In McKinsey & Company and The Business of Fashion’s annual “State of Fashion” report, industry leaders looked ahead to this immersive frontier.
“There are more and more ‘second worlds’ where you can express yourself (but) there is probably an underestimation of the value being attached to individuals who want to express themselves in a virtual world with a virtual product, (through) a virtual persona,” Gucci’s chief marketing officer Robert Triefus is quoted in the report as saying.
Digital fashion marketplaces have recently opened, including DressX, hoping that shoppers will be keen to start a virtual wardrobe.
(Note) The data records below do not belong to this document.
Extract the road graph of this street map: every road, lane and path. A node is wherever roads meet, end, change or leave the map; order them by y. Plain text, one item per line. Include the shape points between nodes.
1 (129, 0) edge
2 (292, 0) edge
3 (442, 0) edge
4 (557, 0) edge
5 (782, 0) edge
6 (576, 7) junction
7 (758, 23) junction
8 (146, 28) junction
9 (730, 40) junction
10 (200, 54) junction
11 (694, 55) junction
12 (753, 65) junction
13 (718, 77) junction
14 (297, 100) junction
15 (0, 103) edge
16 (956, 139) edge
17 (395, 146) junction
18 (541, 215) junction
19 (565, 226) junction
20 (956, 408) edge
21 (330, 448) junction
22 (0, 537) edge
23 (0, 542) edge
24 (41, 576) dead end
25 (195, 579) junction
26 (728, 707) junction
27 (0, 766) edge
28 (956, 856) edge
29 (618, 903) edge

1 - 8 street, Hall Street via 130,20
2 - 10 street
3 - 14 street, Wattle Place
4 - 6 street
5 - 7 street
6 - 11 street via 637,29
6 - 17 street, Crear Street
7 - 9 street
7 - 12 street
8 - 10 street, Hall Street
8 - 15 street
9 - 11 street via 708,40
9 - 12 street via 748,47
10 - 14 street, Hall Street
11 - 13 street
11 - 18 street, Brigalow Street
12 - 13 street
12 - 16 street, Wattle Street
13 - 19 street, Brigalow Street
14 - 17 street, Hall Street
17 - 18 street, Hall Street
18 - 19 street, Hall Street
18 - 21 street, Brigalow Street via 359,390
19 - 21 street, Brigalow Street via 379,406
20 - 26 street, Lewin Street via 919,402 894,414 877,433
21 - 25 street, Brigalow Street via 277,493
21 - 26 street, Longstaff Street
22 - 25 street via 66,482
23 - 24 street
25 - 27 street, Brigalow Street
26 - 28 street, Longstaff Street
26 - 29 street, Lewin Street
Outfitting our digital personas is nothing new, from making pixelated Dollz in the early 2000s to shopping these days for new wardrobe additions in Animal Crossing. The video game industry has more recently laid the groundwork for digital fashion, with outfits or “skins,” in games like Overwatch and Fortnite generating billions in revenue.
Some major fashion players have already begun capitalizing on the gaming market — in 2019, Louis Vuitton designed skins for League of Legends, and Nike and Ralph Lauren have this year offered avatar accessories through the virtual world-building platform Roblox. Outside of gaming environments, NFTs — or non-fungible tokens, which use blockchain technology to verify ownership of digital assets — have allowed digital fashion to be monetized more broadly as well. (This fall, Dolce & Gabbana’s NFT collection sold out for 1,885.719 ETH, at the time equivalent to $6 million).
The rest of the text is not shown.